Prof. Dr. Martin Hellmich, verantwortlicher Partner für die Bewertung von Wertpapieren im Bereich Audit & Assurance bei Deloitte, arbeitet zusammen mit dem Lehrstuhlinhaber für Energy Trading und Finance an der Universität Duisburg-Essen, Prof. Dr. Rüdiger Kiesel, an der Identifizierung von operationellen Ansätzen bzw. deren Erweiterung, um insbesondere Carbon-Risiken in der Bewertung von Assets zu berücksichtigen.

Klimarisiken und Ausgangssituation

Die fünf wärmsten Jahre seit Beginn der Wetteraufzeichnungen liegen alle in den Jahren seit 2010. Swiss Re schätzt beispielsweise den Gesamtbetrag der ökonomischen Verluste durch Naturkatastrophen im Jahr 2017 auf ca. 337 Mrd. USD. Klimarisiken können ökonomisch wie durch einen Anstieg des Meeresspiegels oder Hurrikane verheerend sein und durch Folgeschäden zunehmend politische Konflikte schüren. Klimaveränderungen können ebenfalls zu veränderten Nachfragesituationen bzw. physischen Schäden bei Vermögenswerten führen sowie durch eine Transformation in eine Low-Carbon-Ökonomie Geschäftsmodelle grundlegend verändern.

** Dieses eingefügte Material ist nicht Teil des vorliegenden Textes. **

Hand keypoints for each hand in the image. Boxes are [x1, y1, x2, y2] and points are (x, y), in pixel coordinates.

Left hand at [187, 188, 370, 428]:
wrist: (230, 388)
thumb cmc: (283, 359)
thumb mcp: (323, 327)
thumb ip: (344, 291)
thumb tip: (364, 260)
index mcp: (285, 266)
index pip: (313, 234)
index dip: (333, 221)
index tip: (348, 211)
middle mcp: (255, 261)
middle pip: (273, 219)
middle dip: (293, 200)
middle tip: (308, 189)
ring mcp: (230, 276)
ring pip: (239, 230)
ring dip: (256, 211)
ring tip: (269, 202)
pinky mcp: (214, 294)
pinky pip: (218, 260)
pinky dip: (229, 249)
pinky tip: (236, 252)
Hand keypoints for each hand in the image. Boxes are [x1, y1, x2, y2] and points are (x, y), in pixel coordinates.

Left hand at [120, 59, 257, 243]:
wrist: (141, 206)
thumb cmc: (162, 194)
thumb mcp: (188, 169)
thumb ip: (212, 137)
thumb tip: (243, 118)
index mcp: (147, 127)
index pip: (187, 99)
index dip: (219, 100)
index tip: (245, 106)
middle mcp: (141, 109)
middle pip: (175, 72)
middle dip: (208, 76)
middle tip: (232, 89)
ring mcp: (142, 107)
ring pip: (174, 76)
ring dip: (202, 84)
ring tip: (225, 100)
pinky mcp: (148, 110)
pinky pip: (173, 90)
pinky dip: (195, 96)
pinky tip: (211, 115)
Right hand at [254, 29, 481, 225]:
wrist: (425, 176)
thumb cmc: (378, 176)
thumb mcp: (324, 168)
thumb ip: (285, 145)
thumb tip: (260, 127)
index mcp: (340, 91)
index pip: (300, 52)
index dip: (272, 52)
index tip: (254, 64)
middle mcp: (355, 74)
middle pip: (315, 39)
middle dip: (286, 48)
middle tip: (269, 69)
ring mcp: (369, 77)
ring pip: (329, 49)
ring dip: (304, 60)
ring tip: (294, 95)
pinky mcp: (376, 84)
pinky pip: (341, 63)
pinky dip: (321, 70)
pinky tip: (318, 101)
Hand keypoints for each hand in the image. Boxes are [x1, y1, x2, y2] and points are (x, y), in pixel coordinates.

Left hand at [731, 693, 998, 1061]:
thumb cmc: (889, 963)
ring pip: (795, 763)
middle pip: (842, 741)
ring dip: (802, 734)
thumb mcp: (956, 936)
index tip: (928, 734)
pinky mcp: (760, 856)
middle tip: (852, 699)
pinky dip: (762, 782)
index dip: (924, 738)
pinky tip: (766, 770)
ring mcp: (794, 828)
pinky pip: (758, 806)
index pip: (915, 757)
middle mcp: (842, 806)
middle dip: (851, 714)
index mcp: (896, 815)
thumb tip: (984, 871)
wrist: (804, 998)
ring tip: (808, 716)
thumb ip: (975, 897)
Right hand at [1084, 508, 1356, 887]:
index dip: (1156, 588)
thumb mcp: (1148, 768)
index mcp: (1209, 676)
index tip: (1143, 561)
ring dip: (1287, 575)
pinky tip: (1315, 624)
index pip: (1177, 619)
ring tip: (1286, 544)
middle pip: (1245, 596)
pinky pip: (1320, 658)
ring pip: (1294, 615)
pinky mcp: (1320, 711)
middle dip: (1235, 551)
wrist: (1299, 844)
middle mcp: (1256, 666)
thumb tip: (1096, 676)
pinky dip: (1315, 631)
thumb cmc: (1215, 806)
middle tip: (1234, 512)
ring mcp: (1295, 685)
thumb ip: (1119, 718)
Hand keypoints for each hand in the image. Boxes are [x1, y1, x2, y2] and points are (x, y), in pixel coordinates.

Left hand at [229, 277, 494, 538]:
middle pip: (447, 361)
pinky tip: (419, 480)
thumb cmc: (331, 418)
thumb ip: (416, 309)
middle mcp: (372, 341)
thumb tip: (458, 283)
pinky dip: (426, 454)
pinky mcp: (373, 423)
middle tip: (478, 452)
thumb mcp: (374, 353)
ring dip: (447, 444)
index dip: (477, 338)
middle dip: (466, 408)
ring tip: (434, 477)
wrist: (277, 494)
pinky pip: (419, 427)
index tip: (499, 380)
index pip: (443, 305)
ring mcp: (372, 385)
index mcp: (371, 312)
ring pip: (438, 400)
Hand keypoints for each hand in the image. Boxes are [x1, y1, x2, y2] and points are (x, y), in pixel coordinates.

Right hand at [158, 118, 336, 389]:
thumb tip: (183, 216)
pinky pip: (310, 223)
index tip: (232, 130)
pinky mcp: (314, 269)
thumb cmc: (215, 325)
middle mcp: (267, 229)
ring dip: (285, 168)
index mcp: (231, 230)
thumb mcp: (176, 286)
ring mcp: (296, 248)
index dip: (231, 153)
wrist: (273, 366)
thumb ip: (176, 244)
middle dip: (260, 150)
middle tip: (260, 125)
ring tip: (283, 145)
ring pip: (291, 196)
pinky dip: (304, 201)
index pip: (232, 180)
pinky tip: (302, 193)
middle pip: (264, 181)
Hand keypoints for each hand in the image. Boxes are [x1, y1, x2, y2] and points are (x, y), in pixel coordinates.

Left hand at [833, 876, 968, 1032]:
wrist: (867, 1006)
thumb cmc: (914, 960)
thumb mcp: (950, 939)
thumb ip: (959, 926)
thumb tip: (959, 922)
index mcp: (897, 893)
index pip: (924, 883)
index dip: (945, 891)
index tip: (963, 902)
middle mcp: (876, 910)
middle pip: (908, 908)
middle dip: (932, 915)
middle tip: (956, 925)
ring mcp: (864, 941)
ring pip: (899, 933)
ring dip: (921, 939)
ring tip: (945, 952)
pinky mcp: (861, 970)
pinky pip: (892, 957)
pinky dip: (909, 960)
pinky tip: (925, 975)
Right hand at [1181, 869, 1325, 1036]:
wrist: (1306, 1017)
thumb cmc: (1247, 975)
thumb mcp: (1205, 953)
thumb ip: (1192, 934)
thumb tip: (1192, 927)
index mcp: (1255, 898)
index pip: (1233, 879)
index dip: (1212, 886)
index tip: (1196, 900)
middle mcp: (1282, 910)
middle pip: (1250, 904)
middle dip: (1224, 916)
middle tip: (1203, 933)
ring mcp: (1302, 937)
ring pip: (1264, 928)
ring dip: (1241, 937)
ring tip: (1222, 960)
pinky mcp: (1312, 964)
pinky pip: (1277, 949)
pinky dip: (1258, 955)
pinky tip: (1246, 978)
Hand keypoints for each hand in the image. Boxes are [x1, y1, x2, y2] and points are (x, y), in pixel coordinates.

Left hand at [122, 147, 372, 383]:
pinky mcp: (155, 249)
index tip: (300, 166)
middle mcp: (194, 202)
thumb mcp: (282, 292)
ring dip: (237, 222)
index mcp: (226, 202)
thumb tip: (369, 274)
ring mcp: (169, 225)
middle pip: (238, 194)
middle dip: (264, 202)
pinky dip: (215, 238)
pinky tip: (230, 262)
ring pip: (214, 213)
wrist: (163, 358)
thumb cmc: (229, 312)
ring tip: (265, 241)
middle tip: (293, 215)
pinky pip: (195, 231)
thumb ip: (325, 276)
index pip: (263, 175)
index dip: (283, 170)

Bedeutung der Bewertung von Carbon Risiken für das Asset Management

  • Durch eine Deckelung des globalen Temperaturanstiegs kann ein großer Anteil der fossilen Rohstoffe nicht mehr zur Energiegewinnung genutzt werden – damit haben Staaten und Unternehmen weniger Kapazitäten zur Schuldentilgung und werden radikalen Preisschocks und -anpassungen ausgesetzt sein.
  • Die Kosten für den Übergang in eine dekarbonisierte Ökonomie werden auf 3 % für Pensionsfonds, 2 % für Versicherungen und 0,4 % bei Banken geschätzt, wobei ein langsamer und unsicherer Übergang zu höheren Verlusten führen würde.
  • Als Konsequenz legen immer mehr Unternehmen ihre eigenen Emissionsziele fest, Investoren stoppen Investitionen in als klimaschädlich eingestufte Unternehmen oder formieren sich in Bündnissen wie Climate Action 100+, um Unternehmen von emissionsärmeren Energieformen zu überzeugen.

Forschungsansätze

  • Die Asset Pricing Theory untersucht die Problemstellung, dass ein Agent zwischen den bekannten Kosten der Maßnahmen zur Abmilderung des Klimawandels und den unsicheren Vorteilen, die dadurch entstehen, abwägen muss. Eine Carbon-Steuer basierend auf einem Emissionspreis von CO2 in der Höhe von 110 EUR bis 2050 wäre dem Problem angemessen.
  • Kleimeier und Viehs untersuchten die Auswirkungen der Offenlegung von Carbon-Intensitäten und Emissionswerten der Kosten von Carbon-Emissionen auf Fremdkapitalkosten mit dem Ergebnis, dass größere Transparenz zu besseren Kreditbedingungen führt.
  • Eine Studie zum Zusammenhang von Carbon-Risiken und Eigenkapitalkosten von deutschen und österreichischen Unternehmen im Zeitraum Januar 2016 bis Dezember 2018 mit 81 Unternehmen zeigte, dass Carbon-Intensität und Eigenkapitalkosten positiv korreliert sind und dass strenge Regulierung die Eigenkapitalkosten reduzieren kann.
  • Ein Multifaktor-Modell zur Einschätzung der Auswirkungen von EUA-Preisen (European Emission Allowances) auf die Aktienkurse von Stromversorgern zeigt, dass die Aktienkurse tendenziell positiv auf EUA-Preisänderungen für diejenigen Produzenten reagieren, die überwiegend Ökostrom in ihrer Produktion verwenden.